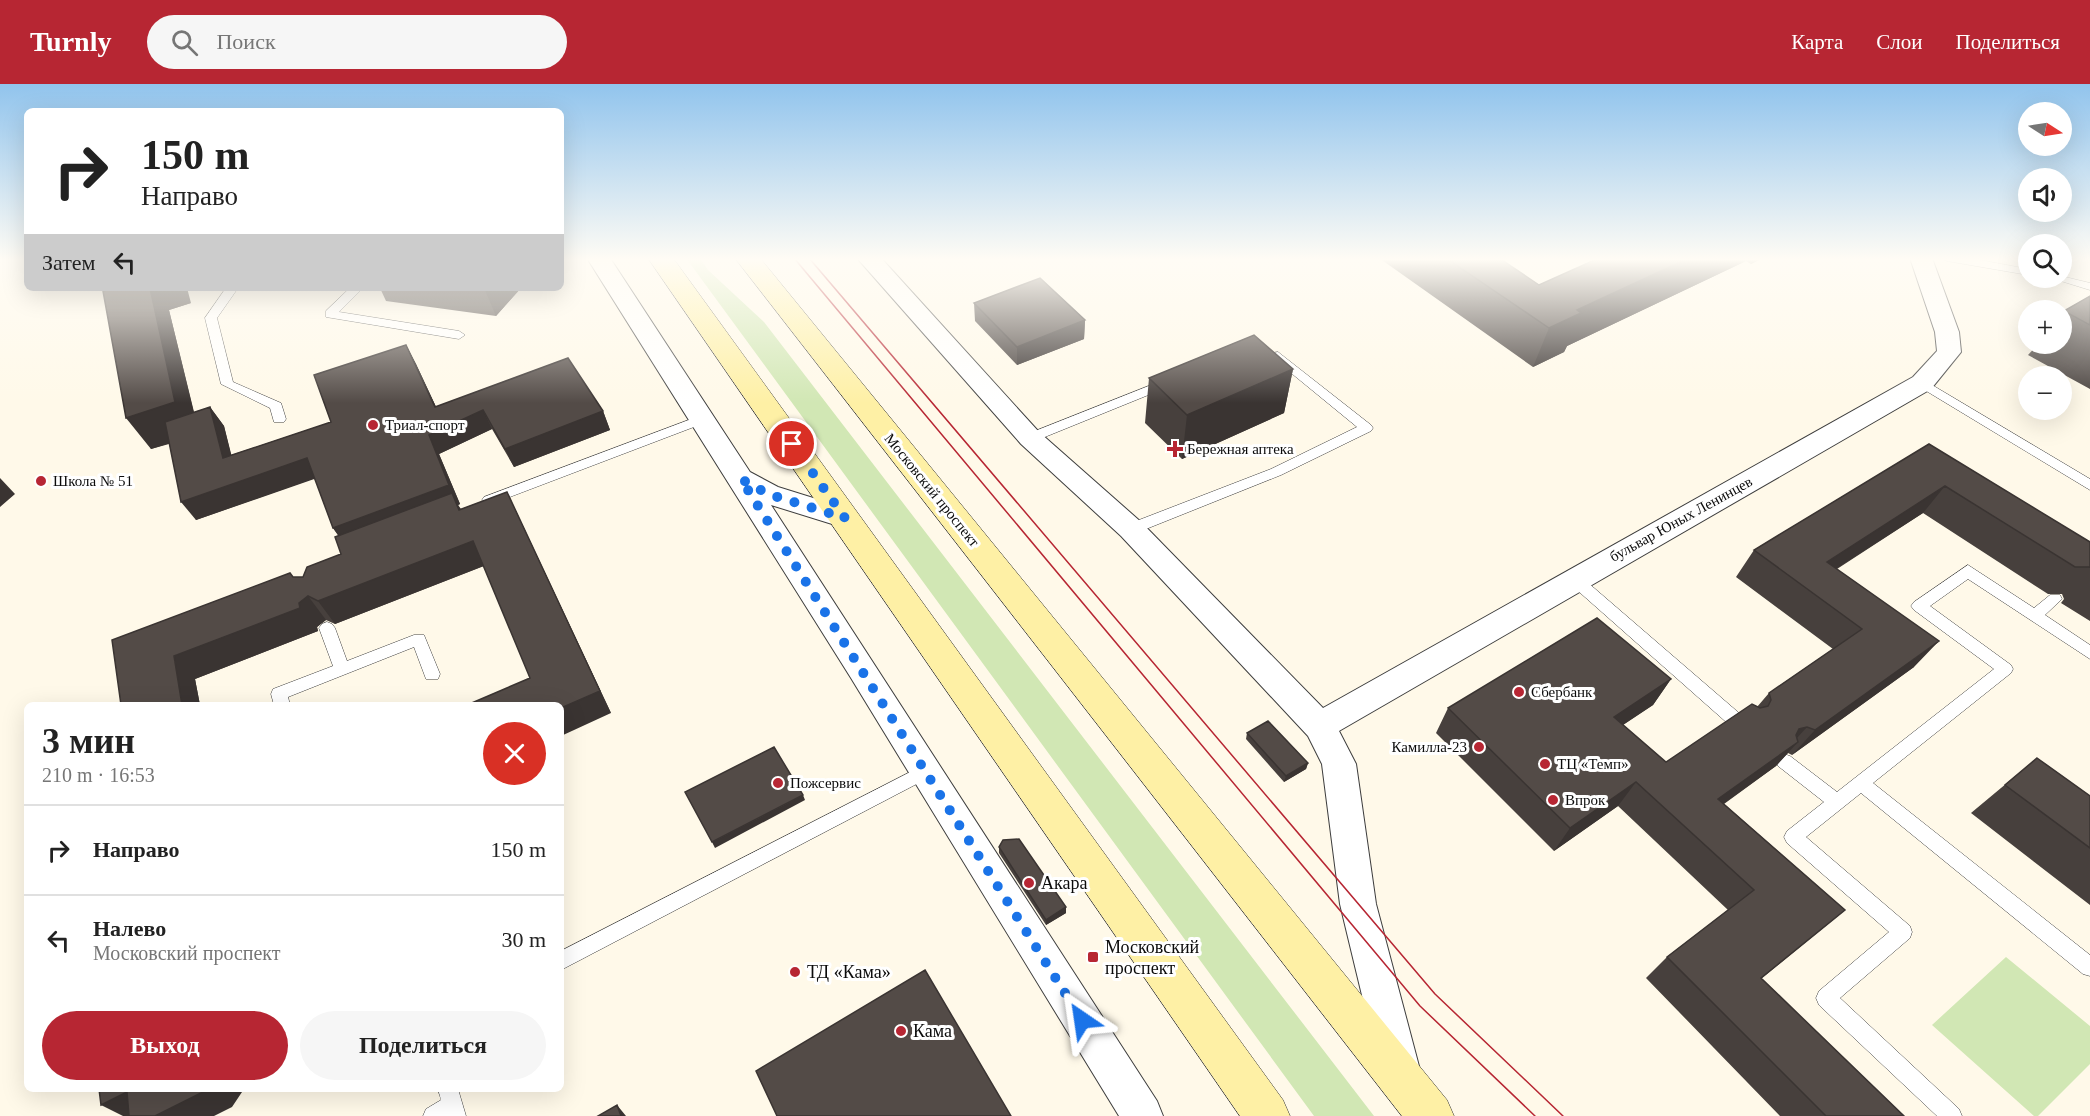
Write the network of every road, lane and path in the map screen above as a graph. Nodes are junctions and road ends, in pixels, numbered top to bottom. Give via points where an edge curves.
1 (219, 306) edge
2 (338, 306) edge
3 (636, 306) edge
4 (694, 306) edge
5 (785, 306) edge
6 (911, 306) edge
7 (1938, 306) edge
8 (459, 335) dead end
9 (1270, 350) edge
10 (1178, 378) edge
11 (1922, 383) junction
12 (279, 419) dead end
13 (702, 419) junction
14 (1030, 438) junction
15 (741, 479) junction
16 (2090, 485) edge
17 (473, 506) edge
18 (845, 518) junction
19 (1131, 529) junction
20 (1574, 579) junction
21 (2055, 599) dead end
22 (2035, 615) junction
23 (327, 628) edge
24 (2090, 652) edge
25 (342, 669) junction
26 (432, 674) dead end
27 (281, 702) edge
28 (1740, 724) edge
29 (1320, 726) junction
30 (1784, 761) edge
31 (924, 771) junction
32 (1862, 784) junction
33 (1838, 803) junction
34 (564, 960) edge
35 (2090, 967) edge
36 (1402, 1079) junction
37 (452, 1103) edge
38 (433, 1116) edge
39 (1142, 1116) edge
40 (1267, 1116) edge
41 (1431, 1116) edge
42 (1952, 1116) edge

1 - 12 lane via 211,318 227,384 276,406
2 - 8 lane via 330,314
3 - 13 street
4 - 18 main road
5 - 36 main road, Московский проспект
6 - 14 street
7 - 11 street, бульвар Юных Ленинцев via 1949,352
9 - 19 lane via 1366,428 1276,472
10 - 14 lane
11 - 16 lane
11 - 20 street, бульвар Юных Ленинцев
13 - 15 street
13 - 17 lane
14 - 19 street
15 - 18 street via 768,494
15 - 31 street
18 - 40 main road
19 - 29 street
20 - 28 lane
20 - 29 street, бульвар Юных Ленинцев
21 - 22 lane
22 - 24 lane
22 - 32 lane via 1968,571 1919,606 2005,669
23 - 25 lane
25 - 26 lane via 419,639
25 - 27 lane via 279,694
29 - 36 street via 1340,764 1358,904
30 - 33 lane
31 - 34 lane
31 - 39 street
32 - 33 lane
32 - 35 lane
33 - 42 lane via 1793,837 1903,932 1826,998
36 - 41 main road, Московский проспект
37 - 38 lane

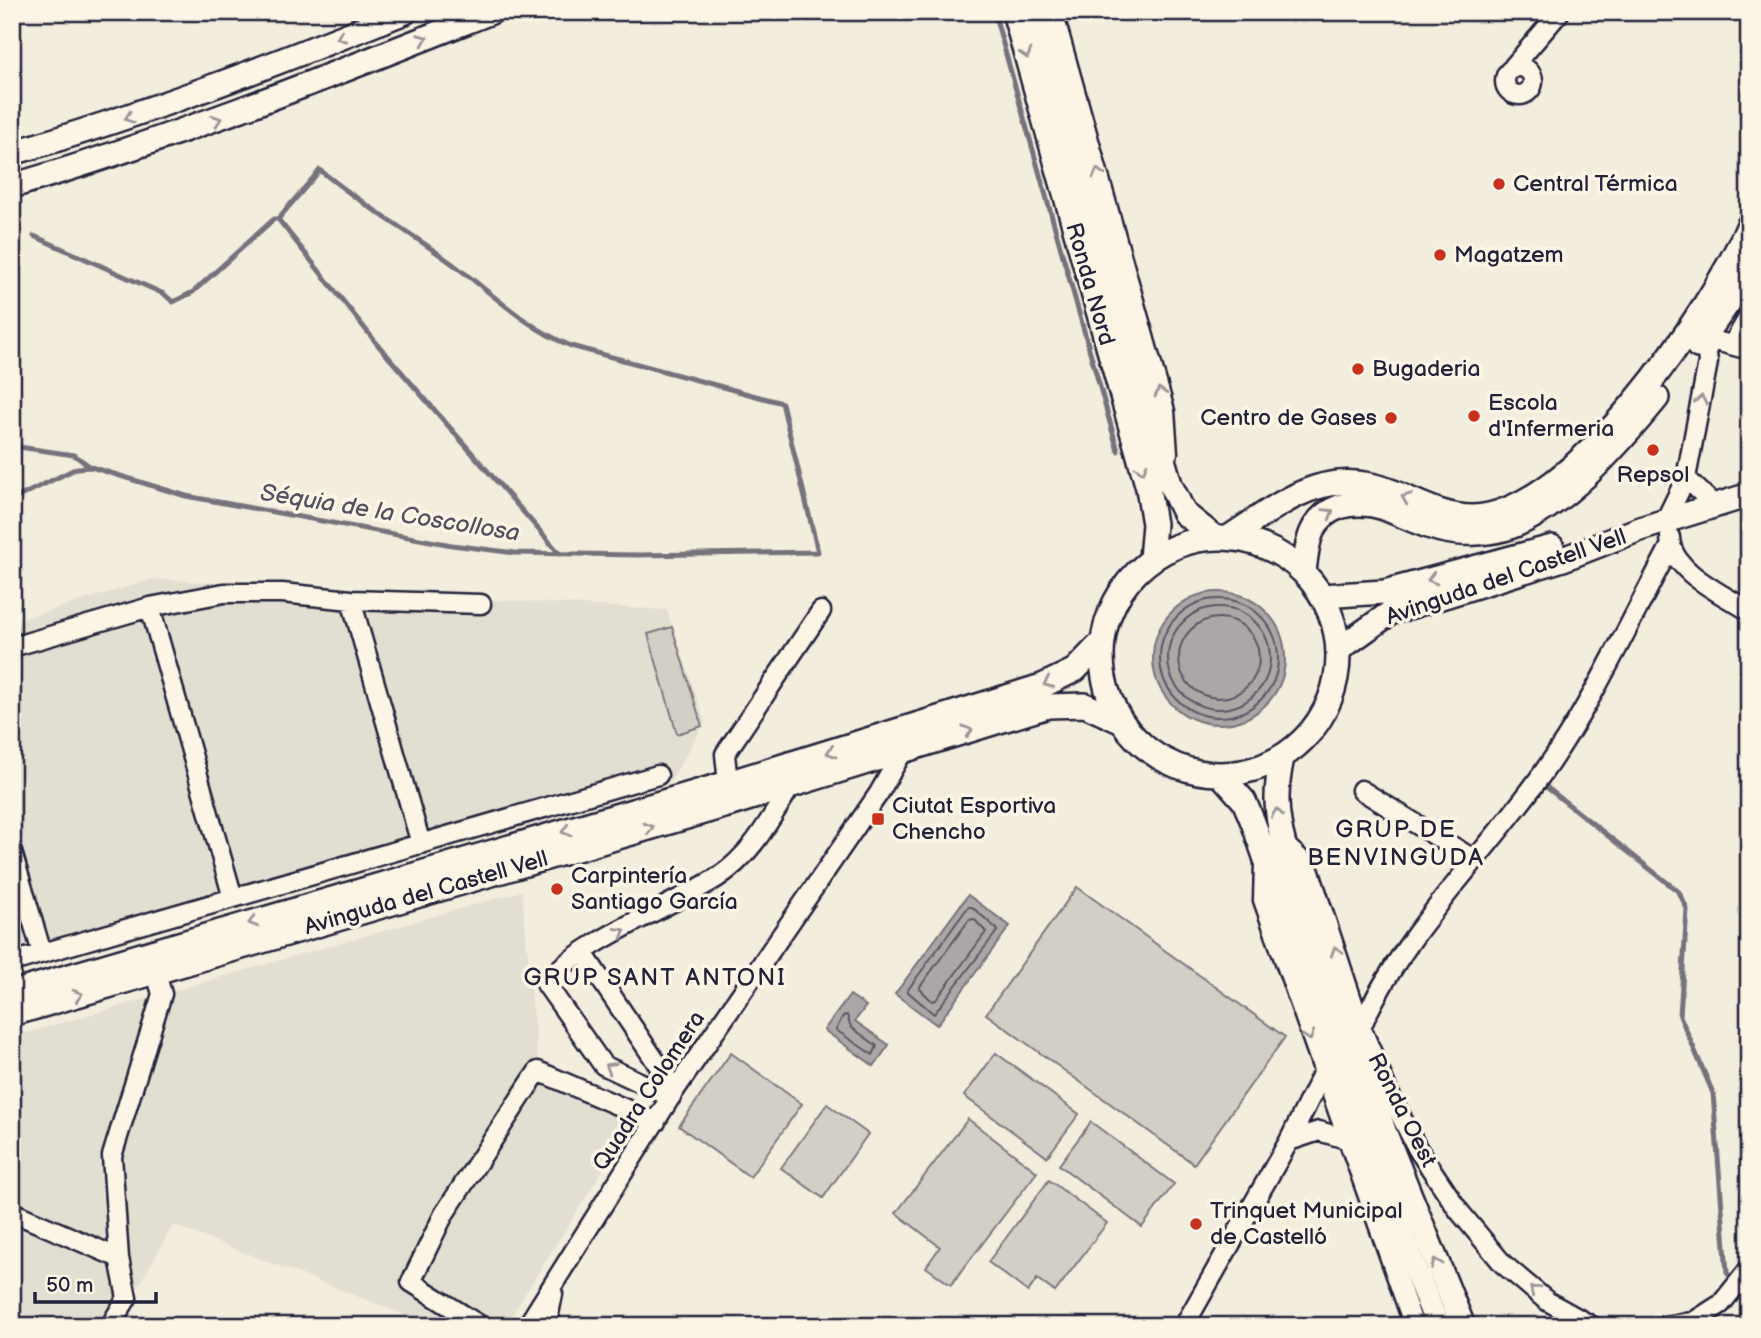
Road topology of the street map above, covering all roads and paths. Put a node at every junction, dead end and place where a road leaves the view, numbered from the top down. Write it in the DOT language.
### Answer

########

Activity
For this task, copy exactly the line with "Road topology of" and the lines that come after it, stopping at the end of the material above.

Your response
Road topology of the street map above, covering all roads and paths. Put a node at every junction, dead end and place where a road leaves the view, numbered from the top down. Write it in the DOT language.
### Answer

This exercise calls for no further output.